=== Goal of the exercise ===
In your copy, repeat each record exactly and include no pictures.

=== Working data ===
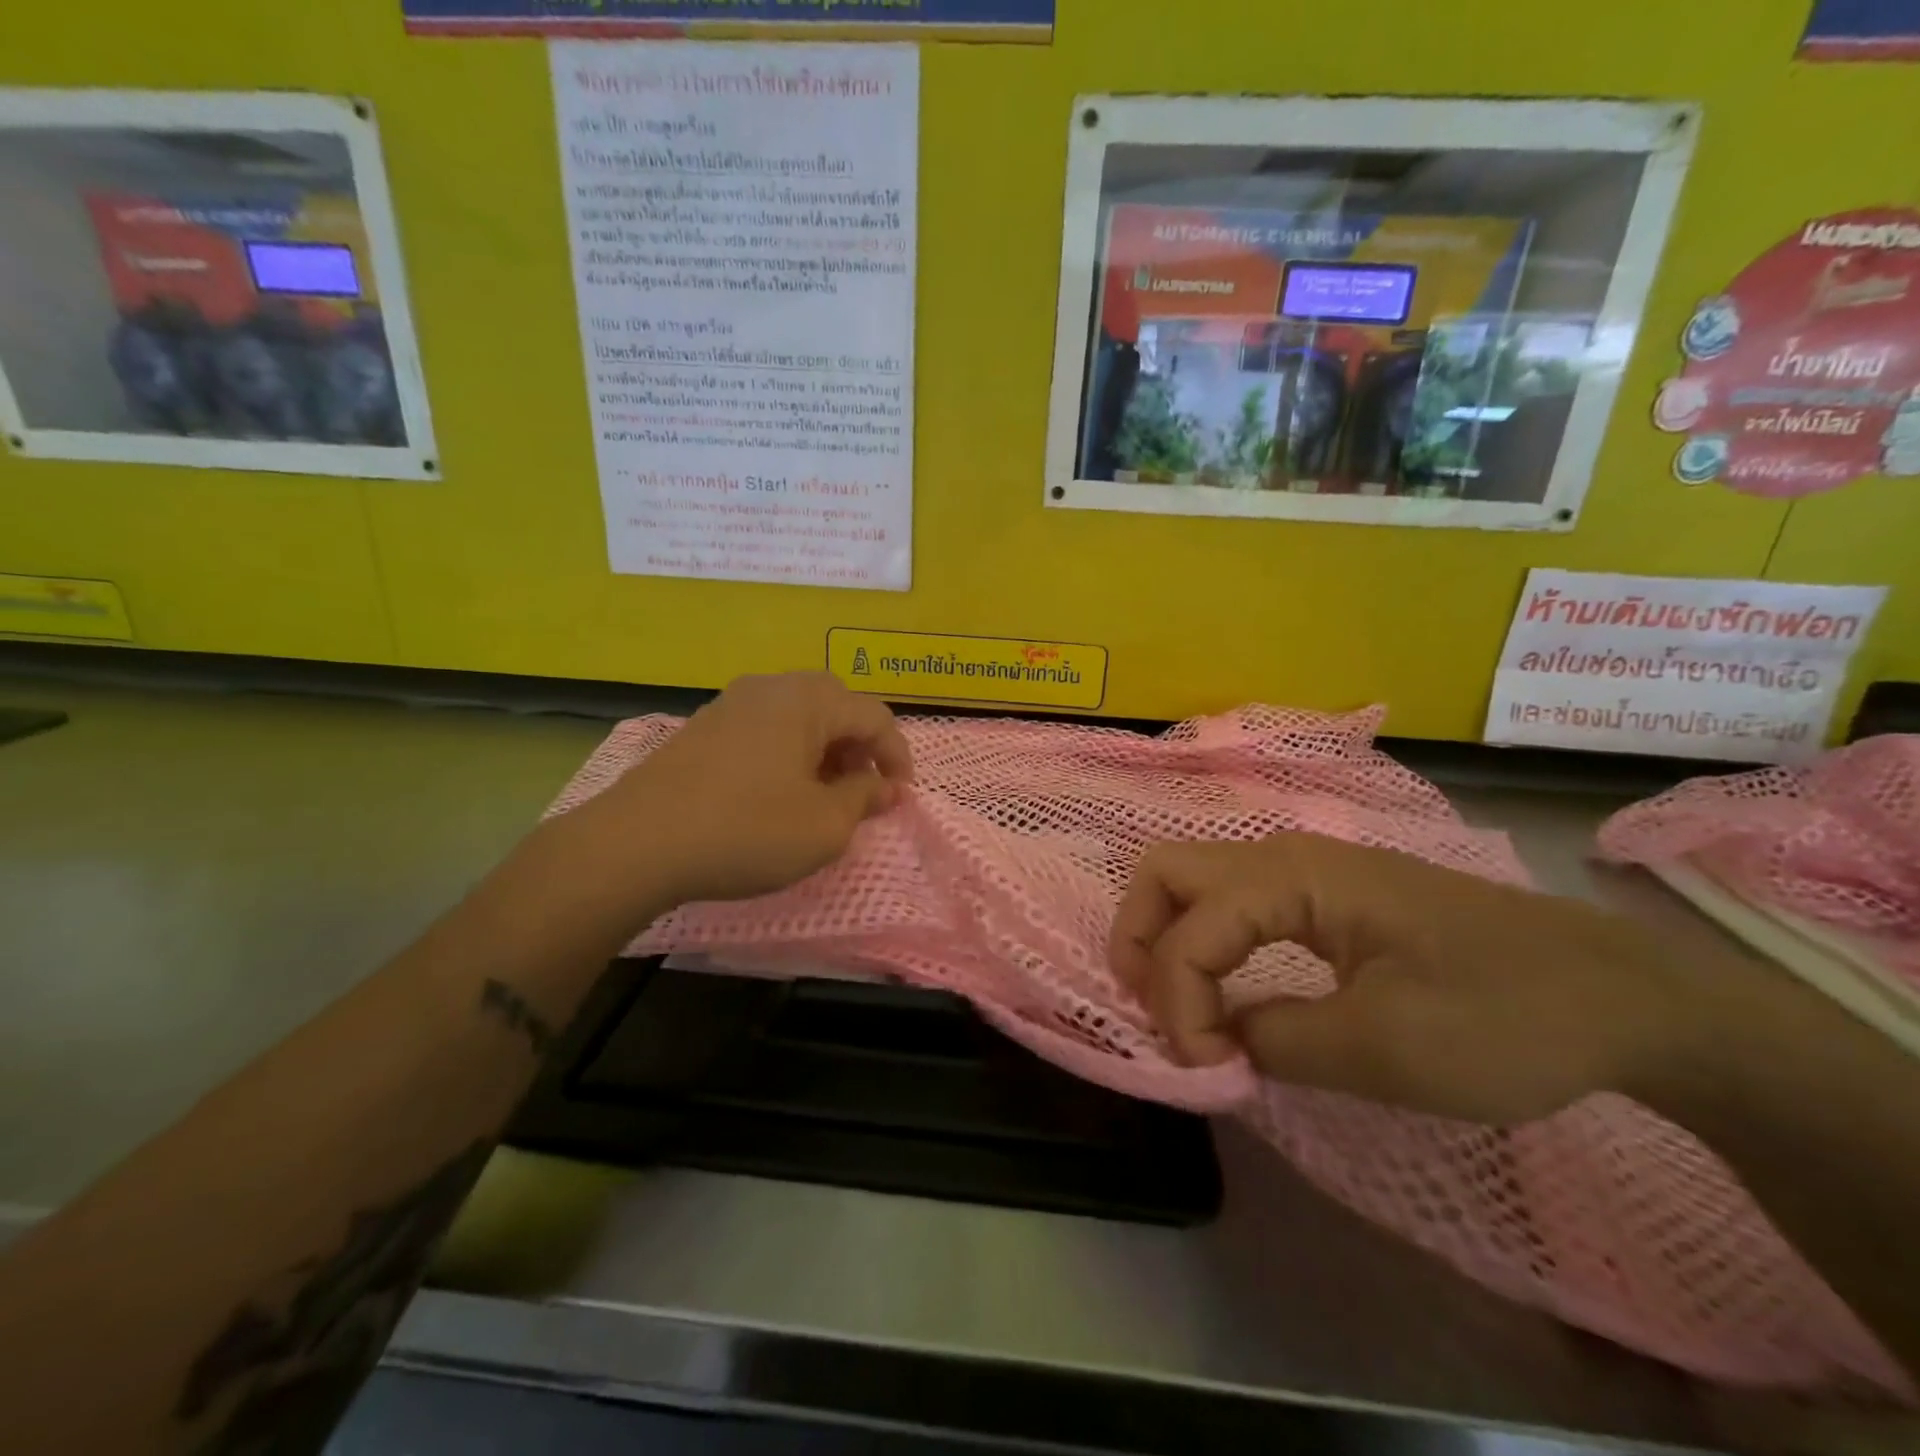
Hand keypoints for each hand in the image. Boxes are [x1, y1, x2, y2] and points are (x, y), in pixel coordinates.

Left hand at [578, 672, 912, 909]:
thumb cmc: (747, 831)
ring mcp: (732, 703)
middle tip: (861, 787)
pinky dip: (787, 750)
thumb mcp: (824, 826)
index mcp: (808, 701)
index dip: (897, 756)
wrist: (637, 843)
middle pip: (836, 704)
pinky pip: (765, 726)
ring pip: (798, 713)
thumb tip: (885, 787)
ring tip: (822, 792)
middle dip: (859, 745)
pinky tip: (777, 790)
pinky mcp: (704, 726)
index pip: (875, 716)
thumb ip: (864, 798)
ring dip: (823, 747)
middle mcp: (772, 688)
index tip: (900, 796)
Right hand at [1109, 833, 1716, 1125]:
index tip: (1209, 1071)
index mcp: (1292, 877)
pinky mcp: (1328, 896)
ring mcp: (1307, 871)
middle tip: (1154, 1011)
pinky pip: (1236, 904)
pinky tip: (1229, 990)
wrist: (1623, 997)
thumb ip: (1273, 1039)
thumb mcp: (1382, 1048)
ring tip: (1180, 1008)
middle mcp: (1285, 857)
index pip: (1190, 930)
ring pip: (1196, 883)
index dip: (1178, 1002)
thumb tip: (1217, 1040)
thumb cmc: (1503, 1015)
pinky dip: (1209, 943)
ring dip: (1170, 940)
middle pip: (1168, 873)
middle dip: (1141, 940)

=== Answer space ===
Hand keypoints for each hand in the image. Boxes are [x1, y1, x2, y2] and points are (x, y), in pixel coordinates.

Left hand at [578, 672, 912, 909]:
thumb cmc: (747, 831)
ring mcp: (732, 703)
middle tip: (861, 787)
pinky dip: (787, 750)
thumb mcp: (824, 826)
index mcp: (808, 701)
index dip: (897, 756)
wrist: (637, 843)
middle pip: (836, 704)
pinky pip: (765, 726)
ring pip: (798, 713)
thumb tip: (885, 787)
ring tip: (822, 792)
middle dip: (859, 745)
pinky tip: (777, 790)
pinky mcp: (704, 726)
index pip: (875, 716)
thumb ip: (864, 798)
ring dip: (823, 747)
middle mcp: (772, 688)
index tip: (900, 796)
Right hand at [1109, 833, 1716, 1125]:
index tip: (1209, 1071)
index mcp: (1292, 877)
pinky mcp: (1328, 896)
ring mcp: (1307, 871)
middle tip: (1154, 1011)
pinky pip: (1236, 904)
pinky tip: (1229, 990)
wrist: (1623, 997)
thumb ip: (1273, 1039)
thumb mcp: (1382, 1048)
ring tip: (1180, 1008)
middle mcp: (1285, 857)
index pip: (1190, 930)
ring pip: (1196, 883)
index dip: (1178, 1002)
thumb tip: (1217, 1040)
thumb cmc: (1503, 1015)
pinky dip: (1209, 943)
ring dip: (1170, 940)
middle pip: (1168, 873)
middle dip: (1141, 940)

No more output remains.